Saved entries
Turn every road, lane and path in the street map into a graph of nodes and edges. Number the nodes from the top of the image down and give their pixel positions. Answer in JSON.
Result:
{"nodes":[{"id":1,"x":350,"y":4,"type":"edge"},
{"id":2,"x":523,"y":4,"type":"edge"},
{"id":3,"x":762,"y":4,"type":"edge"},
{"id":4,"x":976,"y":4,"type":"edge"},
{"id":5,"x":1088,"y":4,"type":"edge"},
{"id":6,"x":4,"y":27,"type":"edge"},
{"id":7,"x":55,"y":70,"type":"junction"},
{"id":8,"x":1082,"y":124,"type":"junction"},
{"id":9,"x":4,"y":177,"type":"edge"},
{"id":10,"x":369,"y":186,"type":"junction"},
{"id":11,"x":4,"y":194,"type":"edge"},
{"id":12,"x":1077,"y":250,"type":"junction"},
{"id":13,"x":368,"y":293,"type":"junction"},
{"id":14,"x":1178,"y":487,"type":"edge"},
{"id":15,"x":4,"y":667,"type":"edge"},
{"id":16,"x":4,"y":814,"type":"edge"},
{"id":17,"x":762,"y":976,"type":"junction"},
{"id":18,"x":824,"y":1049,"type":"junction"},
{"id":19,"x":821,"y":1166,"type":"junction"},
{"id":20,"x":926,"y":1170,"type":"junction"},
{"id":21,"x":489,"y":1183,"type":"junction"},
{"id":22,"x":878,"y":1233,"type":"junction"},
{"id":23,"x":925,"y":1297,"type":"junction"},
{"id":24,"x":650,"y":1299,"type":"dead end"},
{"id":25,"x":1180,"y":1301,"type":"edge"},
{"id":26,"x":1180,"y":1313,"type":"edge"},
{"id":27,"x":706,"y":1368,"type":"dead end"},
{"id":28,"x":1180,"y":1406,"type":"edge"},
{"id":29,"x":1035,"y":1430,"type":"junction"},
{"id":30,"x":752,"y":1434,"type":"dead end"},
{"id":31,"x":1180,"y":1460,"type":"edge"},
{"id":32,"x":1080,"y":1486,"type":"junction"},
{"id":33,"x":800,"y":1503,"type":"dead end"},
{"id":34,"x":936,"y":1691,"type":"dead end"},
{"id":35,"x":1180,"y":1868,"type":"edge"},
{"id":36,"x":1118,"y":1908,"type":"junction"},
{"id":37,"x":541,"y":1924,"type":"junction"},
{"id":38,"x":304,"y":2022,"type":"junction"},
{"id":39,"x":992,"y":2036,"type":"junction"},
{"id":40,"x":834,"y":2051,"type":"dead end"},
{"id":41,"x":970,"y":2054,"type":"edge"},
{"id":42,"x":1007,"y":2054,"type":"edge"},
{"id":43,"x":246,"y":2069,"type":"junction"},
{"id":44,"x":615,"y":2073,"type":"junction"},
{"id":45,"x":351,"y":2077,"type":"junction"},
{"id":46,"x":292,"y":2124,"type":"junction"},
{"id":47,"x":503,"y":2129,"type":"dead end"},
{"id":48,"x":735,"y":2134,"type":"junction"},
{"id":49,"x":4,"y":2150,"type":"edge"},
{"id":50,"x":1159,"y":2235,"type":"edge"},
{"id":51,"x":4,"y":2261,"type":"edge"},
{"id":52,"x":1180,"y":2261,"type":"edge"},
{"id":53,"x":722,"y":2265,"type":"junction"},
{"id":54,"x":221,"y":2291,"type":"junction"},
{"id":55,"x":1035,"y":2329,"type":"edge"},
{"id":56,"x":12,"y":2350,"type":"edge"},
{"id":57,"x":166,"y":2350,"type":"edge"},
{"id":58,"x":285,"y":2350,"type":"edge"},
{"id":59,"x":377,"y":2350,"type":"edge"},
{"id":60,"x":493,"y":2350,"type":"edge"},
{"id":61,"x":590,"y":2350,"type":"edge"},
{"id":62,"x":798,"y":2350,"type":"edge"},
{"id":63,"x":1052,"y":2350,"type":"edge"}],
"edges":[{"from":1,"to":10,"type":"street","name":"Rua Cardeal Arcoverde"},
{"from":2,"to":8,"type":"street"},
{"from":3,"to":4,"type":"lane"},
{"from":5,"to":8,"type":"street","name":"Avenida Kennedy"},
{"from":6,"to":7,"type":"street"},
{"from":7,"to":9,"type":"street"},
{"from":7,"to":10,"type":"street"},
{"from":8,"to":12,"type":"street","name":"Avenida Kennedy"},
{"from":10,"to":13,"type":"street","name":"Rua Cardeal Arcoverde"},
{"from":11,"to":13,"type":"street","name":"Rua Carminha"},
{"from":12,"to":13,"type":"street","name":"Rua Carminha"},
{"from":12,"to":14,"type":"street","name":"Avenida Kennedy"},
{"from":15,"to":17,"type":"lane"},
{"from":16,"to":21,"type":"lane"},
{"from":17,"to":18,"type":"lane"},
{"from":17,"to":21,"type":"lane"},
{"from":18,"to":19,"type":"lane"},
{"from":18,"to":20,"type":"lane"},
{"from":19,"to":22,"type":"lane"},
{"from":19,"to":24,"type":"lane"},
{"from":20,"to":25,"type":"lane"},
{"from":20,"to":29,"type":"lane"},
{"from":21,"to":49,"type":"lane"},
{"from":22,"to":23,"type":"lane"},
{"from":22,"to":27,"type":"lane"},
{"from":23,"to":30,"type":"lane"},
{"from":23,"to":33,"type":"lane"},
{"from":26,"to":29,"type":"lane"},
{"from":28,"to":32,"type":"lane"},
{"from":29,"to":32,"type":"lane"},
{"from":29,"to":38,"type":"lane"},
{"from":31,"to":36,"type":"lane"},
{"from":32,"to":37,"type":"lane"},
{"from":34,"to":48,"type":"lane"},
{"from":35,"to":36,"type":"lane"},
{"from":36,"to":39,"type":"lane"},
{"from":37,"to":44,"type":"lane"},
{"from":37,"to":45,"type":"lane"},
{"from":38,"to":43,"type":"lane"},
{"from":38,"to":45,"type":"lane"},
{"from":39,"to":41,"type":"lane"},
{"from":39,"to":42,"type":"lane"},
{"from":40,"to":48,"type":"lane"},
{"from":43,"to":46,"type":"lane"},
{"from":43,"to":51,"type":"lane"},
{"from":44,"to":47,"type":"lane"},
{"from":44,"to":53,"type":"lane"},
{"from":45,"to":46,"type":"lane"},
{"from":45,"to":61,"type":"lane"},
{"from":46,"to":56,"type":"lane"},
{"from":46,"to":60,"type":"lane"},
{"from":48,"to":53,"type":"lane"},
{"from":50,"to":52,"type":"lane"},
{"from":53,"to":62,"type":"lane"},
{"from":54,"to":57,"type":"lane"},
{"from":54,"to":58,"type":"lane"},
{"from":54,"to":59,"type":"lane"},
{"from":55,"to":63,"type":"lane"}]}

Task goal: Report every line in the data above in which the word "name" appears.

Exercise response:
"edges":[{"from":1,"to":10,"type":"street","name":"Rua Cardeal Arcoverde"},
{"from":5,"to":8,"type":"street","name":"Avenida Kennedy"},
{"from":8,"to":12,"type":"street","name":"Avenida Kennedy"},
{"from":10,"to":13,"type":"street","name":"Rua Cardeal Arcoverde"},
{"from":11,"to":13,"type":"street","name":"Rua Carminha"},
{"from":12,"to":13,"type":"street","name":"Rua Carminha"},
{"from":12,"to":14,"type":"street","name":"Avenida Kennedy"},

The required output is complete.